CA Basse-Terre, 2e ch. civ., 14 février 2022, n° 21/006711
BASSE-TERRE
Arrêt
Confirmation
PARTIES
Demandeur :
Holding Barbara (Sté)
Défendeur :
Société Val de France Immo (SAS)
COMPOSITION DE LA JURIDICTION
Président :
Mme Desjardins
Conseillers :
Mme Cledat, Mme Defoy
Avocats :
Me Win Bompard, Me Albina Collidor
FAITS ET PROCEDURE
Par acte du 11 juillet 2012, les époux [X] ont cédé en réméré à la SAS Val de France Immo les 500 parts sociales constituant le capital de la SCI Lorient Camaruche, qui est propriétaire d'une villa à [Localité 4].
Par actes du 12 juillet 2017, puis du 20 février 2018, la SAS Val de France Immo a conclu avec la SCI Holding Barbara, constituée par les époux [X], une promesse de cession des 500 parts sociales de la SCI Lorient Camaruche.
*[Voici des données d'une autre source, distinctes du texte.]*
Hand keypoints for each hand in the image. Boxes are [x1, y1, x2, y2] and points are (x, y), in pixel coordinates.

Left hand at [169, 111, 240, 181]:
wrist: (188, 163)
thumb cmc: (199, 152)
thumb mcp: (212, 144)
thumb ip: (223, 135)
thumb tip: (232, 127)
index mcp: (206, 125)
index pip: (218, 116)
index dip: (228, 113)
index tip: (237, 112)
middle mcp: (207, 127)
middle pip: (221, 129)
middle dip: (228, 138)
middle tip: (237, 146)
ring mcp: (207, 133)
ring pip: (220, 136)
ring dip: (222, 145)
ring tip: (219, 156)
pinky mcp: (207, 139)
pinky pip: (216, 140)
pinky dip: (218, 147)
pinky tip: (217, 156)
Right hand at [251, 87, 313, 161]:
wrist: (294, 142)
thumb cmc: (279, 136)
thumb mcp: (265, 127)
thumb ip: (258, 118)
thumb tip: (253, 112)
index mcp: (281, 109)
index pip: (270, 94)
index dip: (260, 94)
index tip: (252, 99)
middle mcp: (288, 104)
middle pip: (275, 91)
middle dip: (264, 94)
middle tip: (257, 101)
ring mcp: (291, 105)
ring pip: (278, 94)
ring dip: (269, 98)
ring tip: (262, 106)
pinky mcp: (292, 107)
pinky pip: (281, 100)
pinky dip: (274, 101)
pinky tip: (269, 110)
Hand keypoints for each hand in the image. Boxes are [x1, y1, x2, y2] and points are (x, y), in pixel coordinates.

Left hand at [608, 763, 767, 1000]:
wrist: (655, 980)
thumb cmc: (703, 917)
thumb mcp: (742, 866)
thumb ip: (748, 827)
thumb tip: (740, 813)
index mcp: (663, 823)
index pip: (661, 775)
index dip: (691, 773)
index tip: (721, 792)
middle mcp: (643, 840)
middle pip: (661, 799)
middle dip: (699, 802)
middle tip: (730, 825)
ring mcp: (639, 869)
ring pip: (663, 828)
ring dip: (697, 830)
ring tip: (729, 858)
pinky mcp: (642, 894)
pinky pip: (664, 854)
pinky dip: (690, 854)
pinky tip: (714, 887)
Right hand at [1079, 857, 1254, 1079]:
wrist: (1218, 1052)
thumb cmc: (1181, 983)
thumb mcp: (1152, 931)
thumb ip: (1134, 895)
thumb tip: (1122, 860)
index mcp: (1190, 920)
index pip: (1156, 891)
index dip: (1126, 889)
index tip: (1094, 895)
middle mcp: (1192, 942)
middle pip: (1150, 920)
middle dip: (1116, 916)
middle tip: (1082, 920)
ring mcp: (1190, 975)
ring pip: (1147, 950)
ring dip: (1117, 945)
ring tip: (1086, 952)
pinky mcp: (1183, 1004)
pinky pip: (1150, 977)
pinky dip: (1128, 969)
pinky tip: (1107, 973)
Au terme du dernier acte, la date limite de levée de la promesse par le bénéficiaire était fixée au 30 avril 2018.
Le 26 avril 2018, la SCI Holding Barbara a fait part de sa volonté de lever l'option, afin d'acquérir les parts sociales.
Un litige étant survenu entre les parties au sujet de cette acquisition, la SCI Holding Barbara a assigné la SAS Val de France Immo devant le tribunal de proximité de Saint-Martin par acte du 19 novembre 2020 afin de voir ordonner la réalisation forcée de la cession des 500 parts sociales intervenue à la date de la levée d'option et d'obtenir l'indemnisation de divers préjudices.
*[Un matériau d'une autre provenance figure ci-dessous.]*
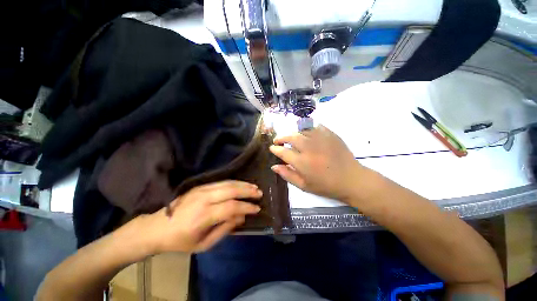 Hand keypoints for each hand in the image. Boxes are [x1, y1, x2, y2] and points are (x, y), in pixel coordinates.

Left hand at [147, 180, 261, 252]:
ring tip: (254, 187)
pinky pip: (221, 181)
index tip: (257, 209)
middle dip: (247, 191)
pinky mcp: (200, 185)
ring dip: (243, 184)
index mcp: (203, 216)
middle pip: (231, 190)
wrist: (157, 227)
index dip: (246, 207)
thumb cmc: (180, 241)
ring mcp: (201, 189)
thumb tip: (241, 217)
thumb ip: (225, 230)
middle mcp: (203, 199)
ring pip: (227, 183)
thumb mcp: (203, 244)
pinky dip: (234, 182)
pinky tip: (241, 184)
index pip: (231, 207)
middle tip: (259, 193)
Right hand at [269, 125, 365, 201]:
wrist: (351, 179)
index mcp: (301, 162)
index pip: (282, 151)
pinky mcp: (330, 134)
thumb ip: (287, 175)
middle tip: (278, 140)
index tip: (272, 148)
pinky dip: (308, 129)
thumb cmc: (326, 185)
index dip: (275, 149)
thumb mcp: (304, 185)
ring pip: (301, 130)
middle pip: (290, 137)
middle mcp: (309, 147)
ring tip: (291, 138)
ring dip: (293, 133)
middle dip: (281, 137)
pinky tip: (307, 134)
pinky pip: (315, 126)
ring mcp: (320, 139)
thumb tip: (274, 166) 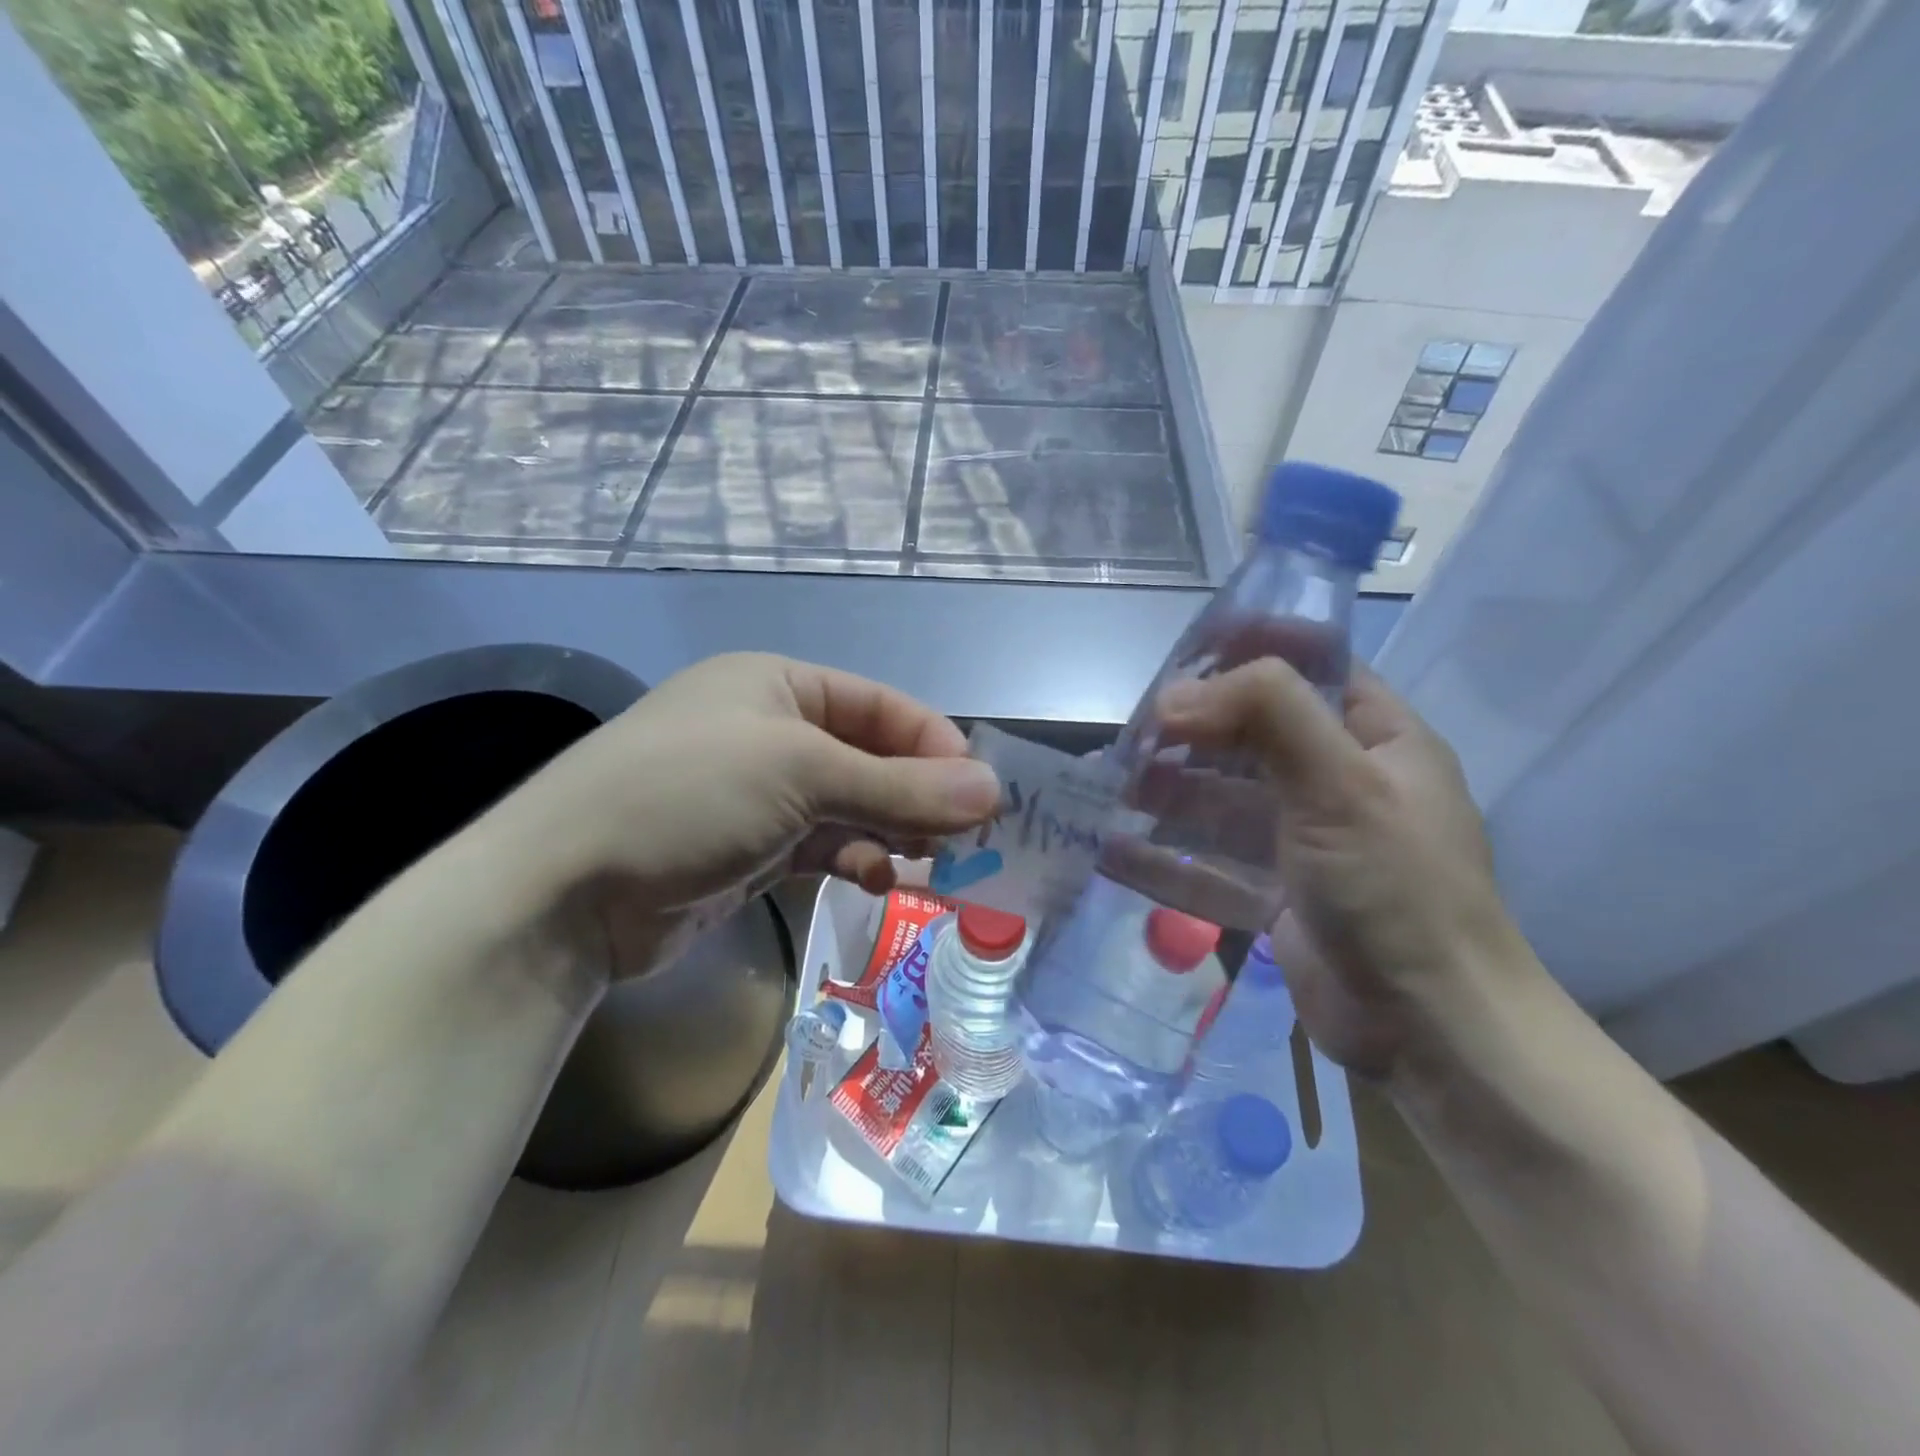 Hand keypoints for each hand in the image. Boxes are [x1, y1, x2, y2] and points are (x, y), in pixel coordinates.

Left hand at [493, 653, 1000, 980]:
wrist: (564, 892)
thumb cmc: (688, 797)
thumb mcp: (802, 776)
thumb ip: (901, 787)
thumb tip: (993, 791)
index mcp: (778, 685)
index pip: (881, 707)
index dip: (935, 745)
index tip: (981, 793)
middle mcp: (771, 730)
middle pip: (870, 757)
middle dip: (918, 795)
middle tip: (967, 839)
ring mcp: (759, 793)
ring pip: (851, 806)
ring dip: (891, 831)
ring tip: (928, 865)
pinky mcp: (750, 848)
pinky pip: (824, 845)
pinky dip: (856, 859)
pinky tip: (877, 879)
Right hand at [1155, 661, 1522, 1079]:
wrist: (1431, 1032)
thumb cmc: (1397, 890)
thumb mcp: (1342, 784)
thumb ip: (1268, 714)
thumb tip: (1173, 696)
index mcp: (1376, 739)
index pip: (1309, 668)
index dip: (1249, 653)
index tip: (1183, 657)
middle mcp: (1339, 781)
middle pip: (1252, 735)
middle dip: (1192, 732)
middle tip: (1133, 736)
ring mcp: (1305, 840)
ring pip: (1224, 799)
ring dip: (1171, 792)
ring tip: (1114, 789)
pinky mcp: (1276, 892)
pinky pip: (1214, 860)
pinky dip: (1168, 855)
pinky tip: (1114, 851)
Dans le cadre de cette instance, la société Val de France Immo a soulevé un incident tendant à voir constater l'incompétence du tribunal de proximité de Saint-Martin au profit du tribunal judiciaire de Versailles, dans le ressort duquel est situé son siège social.
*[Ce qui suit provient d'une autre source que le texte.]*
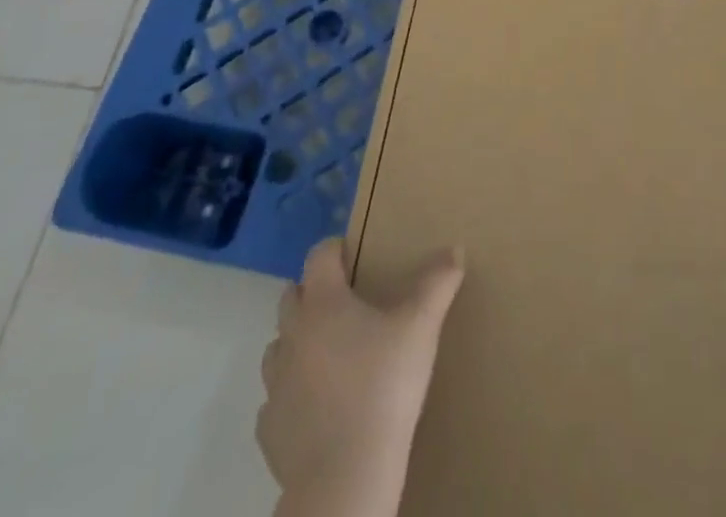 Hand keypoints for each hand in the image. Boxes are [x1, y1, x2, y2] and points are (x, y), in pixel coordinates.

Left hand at [257, 238, 464, 516]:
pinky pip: (275, 400)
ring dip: (298, 342)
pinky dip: (292, 394)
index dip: (335, 249)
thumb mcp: (421, 326)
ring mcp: (276, 384)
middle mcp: (293, 335)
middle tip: (346, 304)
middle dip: (313, 293)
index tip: (354, 254)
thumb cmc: (384, 386)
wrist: (346, 475)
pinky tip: (318, 405)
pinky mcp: (270, 429)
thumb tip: (454, 249)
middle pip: (291, 297)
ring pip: (278, 347)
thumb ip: (437, 282)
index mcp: (324, 303)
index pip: (319, 256)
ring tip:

Par ordonnance du 10 mai 2021, le juge de la mise en état a :
- déclaré incompétent territorialement le tribunal de proximité de Saint-Martin près le tribunal judiciaire de Basse-Terre pour statuer sur le litige au profit du tribunal judiciaire de Versailles,
- dit que l'entier dossier serait transmis sans délai par le greffe au greffe du tribunal judiciaire de Versailles,
- condamné la SCI Holding Barbara à payer à la SAS Val de France Immo la somme de 700 euros au titre de l'article 700 du code de procédure civile,
- réservé les dépens.
La SCI Holding Barbara a interjeté appel de cette décision par déclaration remise au greffe de la cour par voie électronique le 18 juin 2021 et a été autorisée à assigner à jour fixe à l'audience du 13 décembre 2021 par décision du 23 juin 2021.
L'assignation a été délivrée le 23 juillet 2021 à la société Val de France Immo qui a régularisé sa constitution d'avocat le 6 septembre 2021.
Les deux parties ayant conclu, l'affaire a été appelée à l'audience du 13 décembre 2021, date à laquelle la décision a été mise en délibéré au 14 février 2022.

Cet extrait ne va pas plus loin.